-- Exercise aim --
Find how many lines below hold "other", and give that number as the entire answer.

-- Records from a dataset --
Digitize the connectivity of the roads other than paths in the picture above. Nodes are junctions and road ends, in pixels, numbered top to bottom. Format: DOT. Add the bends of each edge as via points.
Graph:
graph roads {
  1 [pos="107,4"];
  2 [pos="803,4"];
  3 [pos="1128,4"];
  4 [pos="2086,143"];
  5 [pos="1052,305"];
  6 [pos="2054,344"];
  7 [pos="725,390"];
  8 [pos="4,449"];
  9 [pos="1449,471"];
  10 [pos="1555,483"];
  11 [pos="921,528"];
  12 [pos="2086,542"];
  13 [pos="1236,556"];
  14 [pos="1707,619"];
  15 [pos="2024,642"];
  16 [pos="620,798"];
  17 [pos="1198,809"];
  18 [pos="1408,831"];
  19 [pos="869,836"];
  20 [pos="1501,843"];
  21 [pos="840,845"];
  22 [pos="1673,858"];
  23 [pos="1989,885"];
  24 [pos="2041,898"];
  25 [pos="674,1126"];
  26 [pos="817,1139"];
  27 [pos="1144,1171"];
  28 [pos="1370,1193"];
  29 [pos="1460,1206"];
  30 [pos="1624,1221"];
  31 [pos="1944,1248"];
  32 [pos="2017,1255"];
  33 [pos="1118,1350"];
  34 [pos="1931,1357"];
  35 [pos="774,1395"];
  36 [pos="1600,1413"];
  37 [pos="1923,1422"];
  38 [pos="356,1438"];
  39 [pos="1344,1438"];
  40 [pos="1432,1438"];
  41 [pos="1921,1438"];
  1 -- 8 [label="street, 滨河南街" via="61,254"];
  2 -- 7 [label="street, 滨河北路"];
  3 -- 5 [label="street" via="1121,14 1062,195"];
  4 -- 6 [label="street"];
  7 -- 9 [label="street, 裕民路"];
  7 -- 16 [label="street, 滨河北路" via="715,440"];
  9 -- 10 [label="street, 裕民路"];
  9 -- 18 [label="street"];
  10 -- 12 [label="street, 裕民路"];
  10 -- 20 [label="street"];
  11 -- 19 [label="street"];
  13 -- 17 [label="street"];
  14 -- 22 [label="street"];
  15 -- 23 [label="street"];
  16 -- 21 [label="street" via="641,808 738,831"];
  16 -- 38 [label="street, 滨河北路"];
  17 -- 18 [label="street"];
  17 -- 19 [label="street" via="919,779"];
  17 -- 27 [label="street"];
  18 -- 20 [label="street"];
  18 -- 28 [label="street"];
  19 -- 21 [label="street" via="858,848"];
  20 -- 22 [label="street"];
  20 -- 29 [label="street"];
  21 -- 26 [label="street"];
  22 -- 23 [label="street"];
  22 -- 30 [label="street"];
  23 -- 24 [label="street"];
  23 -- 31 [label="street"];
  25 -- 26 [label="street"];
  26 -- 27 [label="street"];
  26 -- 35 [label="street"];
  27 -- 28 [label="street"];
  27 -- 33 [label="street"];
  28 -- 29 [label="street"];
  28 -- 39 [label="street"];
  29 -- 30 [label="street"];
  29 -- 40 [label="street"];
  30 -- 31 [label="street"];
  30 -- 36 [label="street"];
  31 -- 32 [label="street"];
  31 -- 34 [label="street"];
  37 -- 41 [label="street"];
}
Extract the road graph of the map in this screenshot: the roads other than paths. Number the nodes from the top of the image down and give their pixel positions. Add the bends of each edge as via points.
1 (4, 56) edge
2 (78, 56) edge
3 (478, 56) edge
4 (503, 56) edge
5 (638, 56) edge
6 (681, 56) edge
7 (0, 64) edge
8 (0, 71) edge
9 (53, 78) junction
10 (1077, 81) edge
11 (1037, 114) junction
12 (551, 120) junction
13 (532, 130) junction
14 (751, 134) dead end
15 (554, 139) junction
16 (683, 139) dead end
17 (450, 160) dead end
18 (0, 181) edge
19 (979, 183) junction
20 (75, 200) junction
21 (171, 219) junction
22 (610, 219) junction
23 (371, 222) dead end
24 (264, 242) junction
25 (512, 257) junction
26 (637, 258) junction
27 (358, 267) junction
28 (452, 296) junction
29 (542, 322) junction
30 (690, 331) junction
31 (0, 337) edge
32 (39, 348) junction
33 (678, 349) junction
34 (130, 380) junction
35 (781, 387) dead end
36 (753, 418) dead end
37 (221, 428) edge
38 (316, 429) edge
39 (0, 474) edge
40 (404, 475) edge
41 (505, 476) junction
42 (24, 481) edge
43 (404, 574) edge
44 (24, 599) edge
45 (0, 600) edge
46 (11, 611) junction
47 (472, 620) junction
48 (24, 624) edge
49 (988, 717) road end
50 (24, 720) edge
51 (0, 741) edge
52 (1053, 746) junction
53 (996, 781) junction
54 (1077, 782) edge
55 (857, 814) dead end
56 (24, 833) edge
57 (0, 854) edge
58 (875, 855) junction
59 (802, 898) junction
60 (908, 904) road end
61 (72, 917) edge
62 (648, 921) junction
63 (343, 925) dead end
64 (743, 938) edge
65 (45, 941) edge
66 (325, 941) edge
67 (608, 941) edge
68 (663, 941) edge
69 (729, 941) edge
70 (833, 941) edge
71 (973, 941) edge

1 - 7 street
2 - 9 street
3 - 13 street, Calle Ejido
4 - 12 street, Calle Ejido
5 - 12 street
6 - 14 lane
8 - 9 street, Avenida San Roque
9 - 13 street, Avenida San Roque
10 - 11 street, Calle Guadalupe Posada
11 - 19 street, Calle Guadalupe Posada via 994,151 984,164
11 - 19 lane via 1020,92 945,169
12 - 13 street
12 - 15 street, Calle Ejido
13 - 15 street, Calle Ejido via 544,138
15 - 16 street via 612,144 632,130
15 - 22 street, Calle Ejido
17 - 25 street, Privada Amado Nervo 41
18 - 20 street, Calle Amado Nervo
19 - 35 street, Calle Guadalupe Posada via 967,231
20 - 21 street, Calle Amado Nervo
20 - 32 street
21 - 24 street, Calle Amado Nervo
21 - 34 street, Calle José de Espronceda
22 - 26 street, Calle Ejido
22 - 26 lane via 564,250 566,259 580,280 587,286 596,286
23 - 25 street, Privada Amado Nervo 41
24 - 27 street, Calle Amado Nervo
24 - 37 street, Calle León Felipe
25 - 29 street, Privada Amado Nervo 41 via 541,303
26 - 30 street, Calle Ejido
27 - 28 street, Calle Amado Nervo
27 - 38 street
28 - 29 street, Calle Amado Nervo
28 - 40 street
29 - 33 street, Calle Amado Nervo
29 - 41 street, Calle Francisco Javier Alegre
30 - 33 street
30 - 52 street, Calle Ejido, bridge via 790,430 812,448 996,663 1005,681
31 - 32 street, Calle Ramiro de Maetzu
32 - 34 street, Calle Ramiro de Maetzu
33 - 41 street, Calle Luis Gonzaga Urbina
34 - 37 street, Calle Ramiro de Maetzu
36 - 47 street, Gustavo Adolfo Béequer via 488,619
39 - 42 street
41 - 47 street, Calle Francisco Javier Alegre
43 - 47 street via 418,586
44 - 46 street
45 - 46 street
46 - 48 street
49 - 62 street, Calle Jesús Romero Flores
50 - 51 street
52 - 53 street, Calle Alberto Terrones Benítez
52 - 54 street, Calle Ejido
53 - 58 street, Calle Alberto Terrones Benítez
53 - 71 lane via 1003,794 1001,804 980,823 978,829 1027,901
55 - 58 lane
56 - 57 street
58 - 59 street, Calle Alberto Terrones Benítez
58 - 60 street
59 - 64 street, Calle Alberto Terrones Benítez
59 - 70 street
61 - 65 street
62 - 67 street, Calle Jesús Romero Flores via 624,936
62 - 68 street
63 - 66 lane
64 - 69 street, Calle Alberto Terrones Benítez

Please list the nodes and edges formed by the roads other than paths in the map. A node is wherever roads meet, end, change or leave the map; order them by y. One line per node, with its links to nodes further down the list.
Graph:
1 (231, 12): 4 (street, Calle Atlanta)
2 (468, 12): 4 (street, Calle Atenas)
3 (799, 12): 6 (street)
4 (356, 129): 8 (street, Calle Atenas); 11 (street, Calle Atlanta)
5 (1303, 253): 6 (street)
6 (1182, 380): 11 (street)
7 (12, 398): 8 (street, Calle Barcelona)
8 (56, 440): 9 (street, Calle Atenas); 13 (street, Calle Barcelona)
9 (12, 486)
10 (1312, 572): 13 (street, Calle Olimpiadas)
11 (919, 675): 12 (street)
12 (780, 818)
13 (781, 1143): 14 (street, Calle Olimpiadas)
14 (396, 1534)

-- Your solution --
3